Der zweite Teil der Goethe-Biographie von Nicholas Boyle. Die besondere Leistung dieser Biographie liegt darin, dass Goethes soziale und geistige Umwelt als Voraussetzung für seine literarische Tätigkeit erschlossen wird.
Rezensionsnotiz zu
Süddeutsche Zeitung, 13.10.1999
Mit überschwänglicher Begeisterung bespricht Jörg Drews den zweiten Teil von Boyles Goethe-Biographie. Ein "kribbeliges Behagen" habe ihn beim Lesen dieser Seiten begleitet, die offensichtlich selbst dem Goethe-Kenner Überraschungen bieten: Dazu gehörten vor allem Boyles Überlegungen, welche welche Probleme es Goethe bereitet habe, sich ein Zielpublikum vorzustellen, und welchen Einfluss diese Vorstellung auf die Art seiner Dichtungen gehabt habe. Ebenso überraschend erscheint Drews, welches Gewicht Boyle der philosophischen Lektüre Goethes beimisst, und er schliesst daraus, dass sowohl Goethes Dichtung wie auch seine naturwissenschaftlichen Aktivitäten demzufolge stärker unter diesem Aspekt betrachtet werden müssen.

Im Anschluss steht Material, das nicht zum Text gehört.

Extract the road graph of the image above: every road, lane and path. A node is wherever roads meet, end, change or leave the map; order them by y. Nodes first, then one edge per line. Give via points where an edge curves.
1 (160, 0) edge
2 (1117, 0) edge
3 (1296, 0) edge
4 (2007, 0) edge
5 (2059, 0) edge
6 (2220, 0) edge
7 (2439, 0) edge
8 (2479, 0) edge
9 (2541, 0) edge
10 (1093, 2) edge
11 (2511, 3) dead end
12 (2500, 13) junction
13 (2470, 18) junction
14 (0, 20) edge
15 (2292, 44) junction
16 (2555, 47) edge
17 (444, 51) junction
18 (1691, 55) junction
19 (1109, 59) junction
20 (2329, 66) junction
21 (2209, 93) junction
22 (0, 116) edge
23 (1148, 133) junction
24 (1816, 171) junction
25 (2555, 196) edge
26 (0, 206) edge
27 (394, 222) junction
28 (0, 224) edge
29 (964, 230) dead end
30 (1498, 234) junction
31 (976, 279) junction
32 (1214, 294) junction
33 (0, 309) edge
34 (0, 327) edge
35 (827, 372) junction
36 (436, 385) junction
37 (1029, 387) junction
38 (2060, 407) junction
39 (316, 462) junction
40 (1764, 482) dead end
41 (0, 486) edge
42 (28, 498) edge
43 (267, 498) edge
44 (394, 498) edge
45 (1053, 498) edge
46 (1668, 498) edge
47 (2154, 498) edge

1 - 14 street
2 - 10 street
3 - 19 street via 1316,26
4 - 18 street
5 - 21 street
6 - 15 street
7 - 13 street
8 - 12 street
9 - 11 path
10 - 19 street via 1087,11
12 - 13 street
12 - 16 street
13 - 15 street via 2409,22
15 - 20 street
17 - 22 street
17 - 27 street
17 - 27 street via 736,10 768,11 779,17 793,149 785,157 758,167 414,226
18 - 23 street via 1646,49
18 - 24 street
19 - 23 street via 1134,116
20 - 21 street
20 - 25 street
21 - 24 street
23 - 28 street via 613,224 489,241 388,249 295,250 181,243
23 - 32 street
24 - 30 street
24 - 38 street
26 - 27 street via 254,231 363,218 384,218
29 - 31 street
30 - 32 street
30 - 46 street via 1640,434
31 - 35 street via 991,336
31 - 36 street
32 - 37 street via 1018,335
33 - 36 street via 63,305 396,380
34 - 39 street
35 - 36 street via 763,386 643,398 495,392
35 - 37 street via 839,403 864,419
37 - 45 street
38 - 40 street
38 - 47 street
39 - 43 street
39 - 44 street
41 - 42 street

Dass Boyle sich häufig "unendlich apologetisch" gegenüber manchen Dichtungen zeigt, wertet Drews eher positiv: Er fühlt sich dadurch ermutigt, von nun an etwas mehr Geduld beim eigenen Lesen aufzubringen. Boyle beschreibe die Werke so plausibel, dass man "Herrmann mit Dorothea" durchaus "zwerchfellerschütternd und windschief" finden könne. Insgesamt hält der Rezensent die Balance zwischen Biographischem und Werkdeutung für gelungen, ebenso die Übersetzung von Holger Fliessbach.